Volunteering at Manitoba festivals an excellent experience for participants

Festivals need volunteers in order to run smoothly; this is especially true of Manitoba’s summer, when the majority of the year’s festivals are packed into a few short months.

The Winnipeg Fringe Festival will host 155 plays in 11 days and requires approximately 900 volunteers. Volunteering positions can be as simple as selling tickets or ushering shows, and the experience is well worth it according to long-time volunteer Danielle Carriere.

“Once you start volunteering at the Fringe, you keep coming back year after year after year. It’s so much fun - it’s such a good group,” she said.

Carriere has been volunteering - officially - at the Fringe Festival for 20 years, since 1990, the third year of the festival.

“In the second year of the festival, I was with a friend at the Warehouse Theatre and the lineup was kind of crazy, and I wanted to help out. The next year I decided to volunteer formally, instead of just being a busybody, telling people what to do,” Carriere said with a laugh.

Volunteering at the Fringe Festival is a good idea for the theatre buff because every four-hour shift worked earns the volunteer free entry to a play of their choice and access to advanced ticket sales, according to Clayton Winter, one of this year’s volunteer coordinators.

Additional perks for volunteering include a free t-shirt, snacks, coffee and volunteer experience.

But the perks that are officially listed by the Fringe are arguably not even the most enticing.

“You get to see how crazy these guys are. Almost every performer is available after the show,” Carriere said, “You can go to them and say ‘Hey, I’ll buy you a beer at the beer tent,’ and usually the performers will say, ‘Yeah.’”

After meeting many performers, Carriere said that she’s been pleased to see some of the performers go on to bigger stages and screens.

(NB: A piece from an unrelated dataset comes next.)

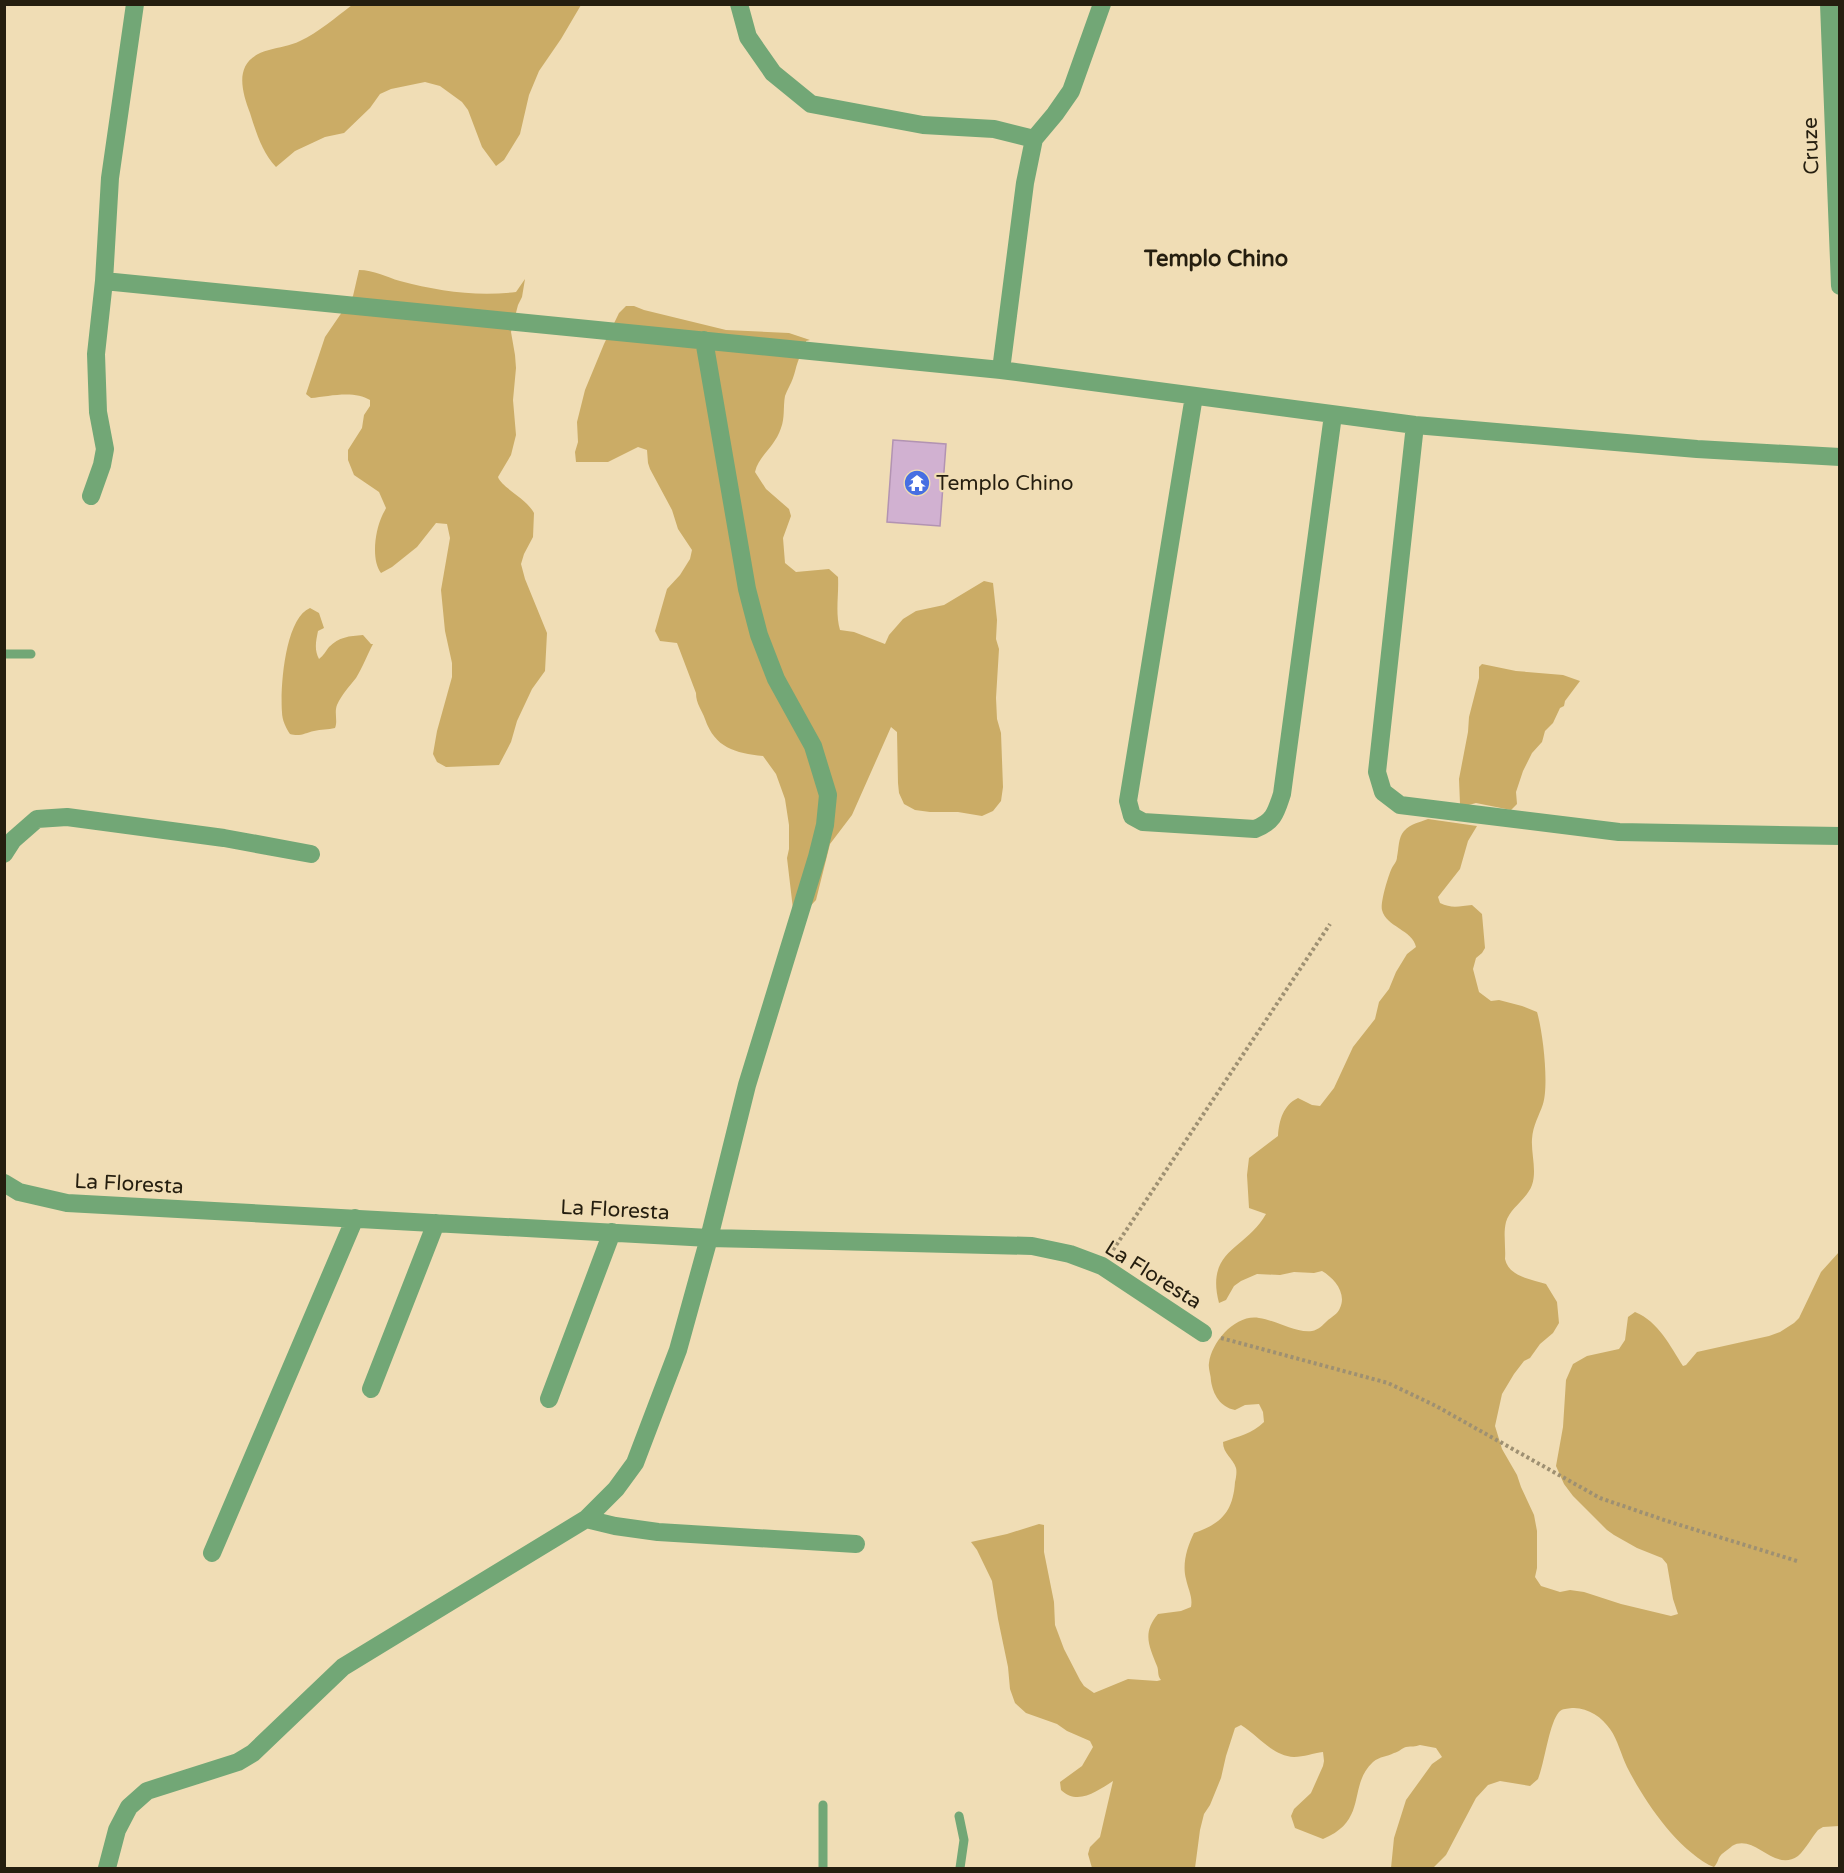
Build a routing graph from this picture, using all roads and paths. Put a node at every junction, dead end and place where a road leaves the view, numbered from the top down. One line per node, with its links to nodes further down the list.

“Every once in a while you turn on the TV and see these guys.”

Helping at festivals often becomes an experience that the volunteers don’t want to give up. Ruth Jantz has volunteered at the Winnipeg Folk Festival for 10 years. Persuaded initially by the free pass to the festival, Jantz continued to volunteer until last year.

“I missed the backstage, and the wonderful, delicious meals they provide [the volunteers],” Jantz said of her one year not volunteering.

With all tangible reasons to volunteer at Manitoba festivals aside, ultimately, nothing can compare to the warm, fuzzy feeling of lending a helping hand.

“It’s a great time,” said Winter, adding that there’s no official deadline for volunteer applications. “We’ll still accept volunteers when the festival starts.”

Published in Volume 64, Number 27 of The Uniter (June 30, 2010)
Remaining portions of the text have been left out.